[Start of Attachment]
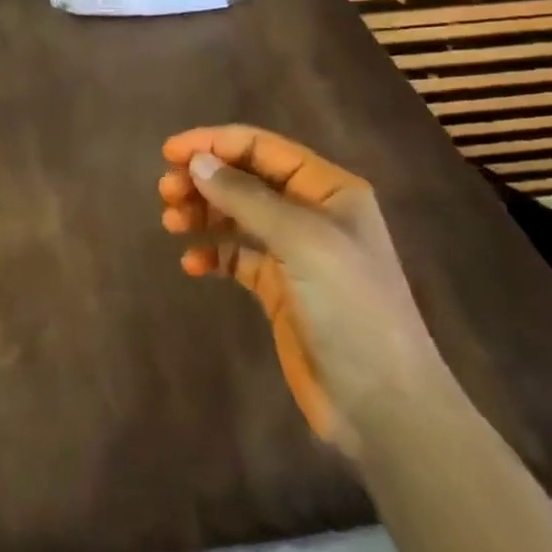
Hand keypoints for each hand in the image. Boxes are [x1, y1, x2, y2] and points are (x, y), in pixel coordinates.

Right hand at [158, 125, 443, 456]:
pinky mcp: (281, 290)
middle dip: (204, 179)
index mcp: (328, 189)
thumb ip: (245, 196)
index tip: (170, 153)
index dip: (214, 143)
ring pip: (237, 215)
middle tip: (166, 192)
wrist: (385, 408)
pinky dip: (213, 254)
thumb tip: (197, 161)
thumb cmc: (351, 307)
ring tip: (171, 222)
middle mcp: (312, 213)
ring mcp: (296, 253)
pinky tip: (192, 264)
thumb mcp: (301, 240)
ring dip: (203, 212)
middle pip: (245, 178)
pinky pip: (237, 257)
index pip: (262, 147)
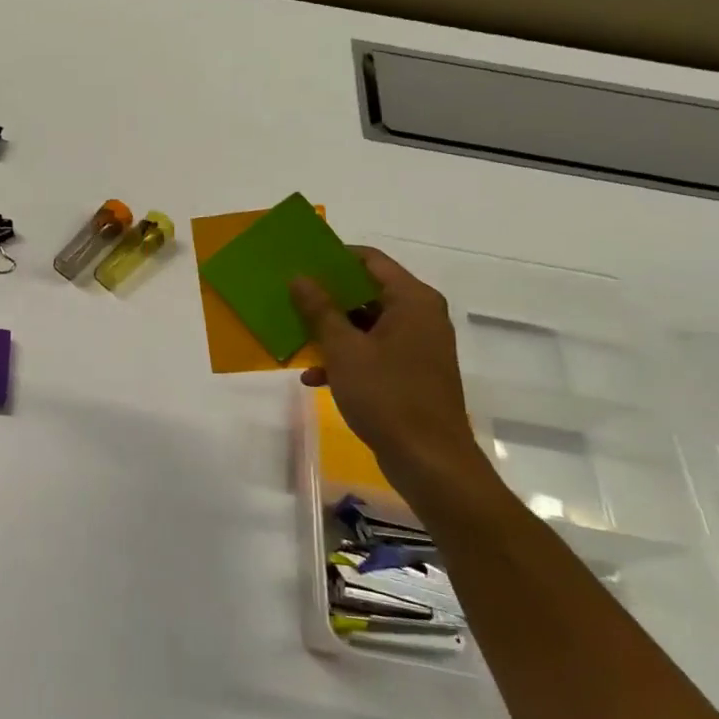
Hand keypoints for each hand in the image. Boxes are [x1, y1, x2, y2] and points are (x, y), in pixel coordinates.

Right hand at [291, 248, 494, 506]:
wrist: (429, 460)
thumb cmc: (387, 395)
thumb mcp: (344, 350)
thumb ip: (319, 310)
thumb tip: (299, 277)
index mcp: (412, 301)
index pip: (369, 260)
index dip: (333, 258)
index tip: (299, 263)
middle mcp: (420, 316)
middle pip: (366, 292)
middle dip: (326, 297)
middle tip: (289, 298)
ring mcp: (417, 346)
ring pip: (366, 324)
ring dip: (331, 331)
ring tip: (295, 338)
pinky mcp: (410, 373)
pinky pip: (373, 351)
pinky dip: (345, 358)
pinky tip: (314, 377)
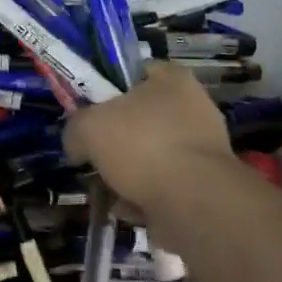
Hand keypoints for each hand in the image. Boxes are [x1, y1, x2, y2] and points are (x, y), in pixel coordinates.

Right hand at [63, 63, 236, 211]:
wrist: (194, 203)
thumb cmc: (142, 146)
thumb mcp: (88, 127)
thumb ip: (75, 129)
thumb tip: (77, 145)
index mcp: (173, 79)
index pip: (135, 72)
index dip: (108, 89)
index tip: (90, 112)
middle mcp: (194, 107)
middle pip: (142, 118)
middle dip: (117, 140)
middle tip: (95, 155)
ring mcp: (203, 148)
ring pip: (152, 155)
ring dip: (129, 173)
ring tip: (108, 189)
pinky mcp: (206, 185)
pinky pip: (165, 185)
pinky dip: (145, 197)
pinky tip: (128, 208)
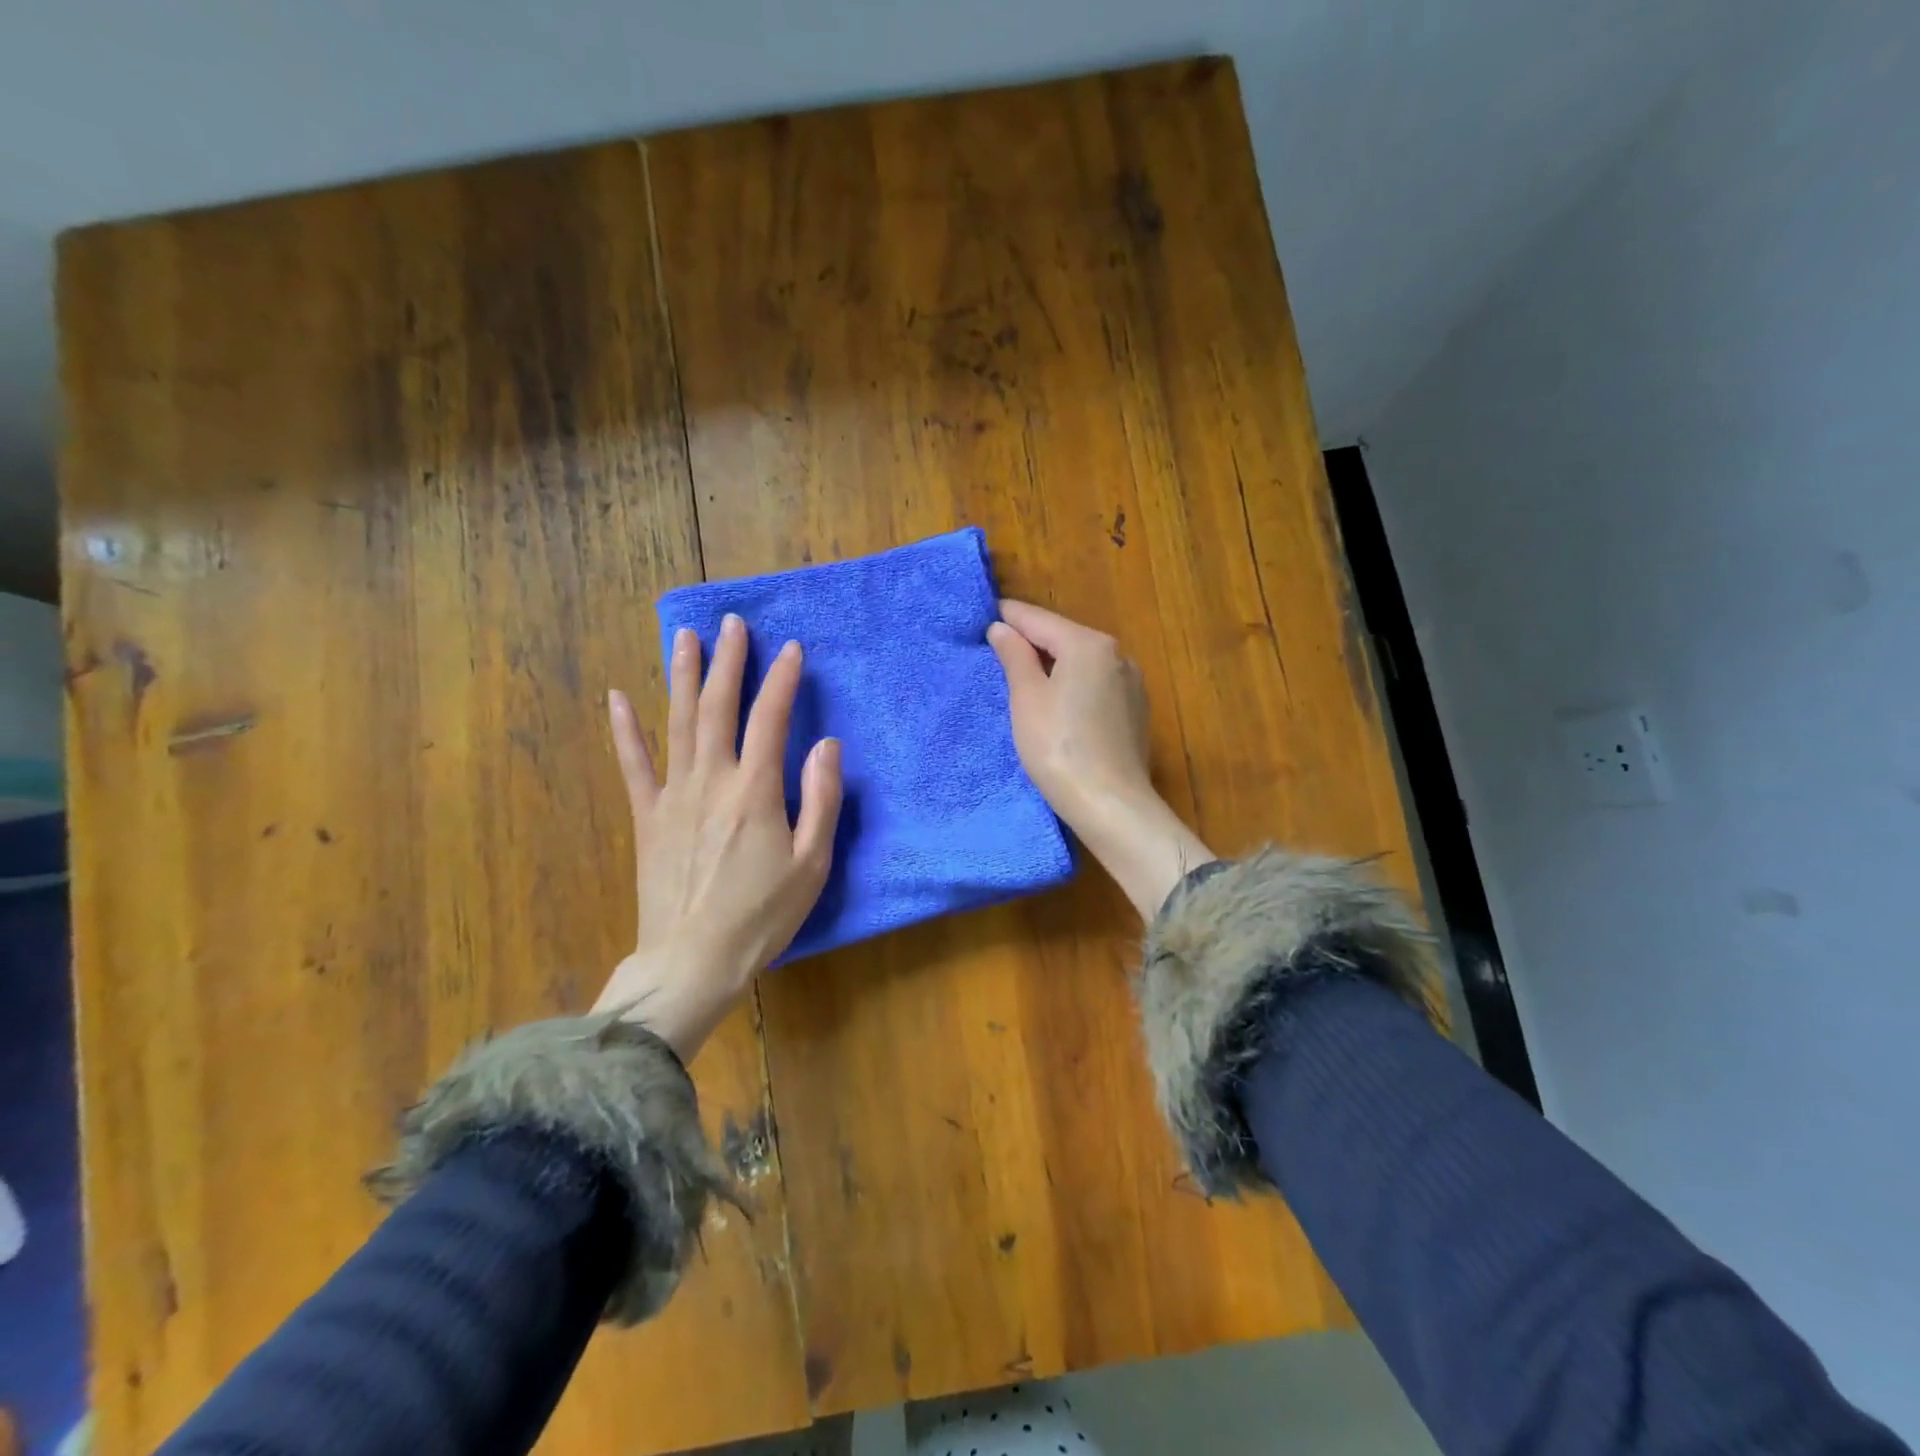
[End of Attachment]
YOUR GOAL >>
Among the lines of the listing above, count those that contain "Right" and give only the count.

EXPECTED ANSWER >>
3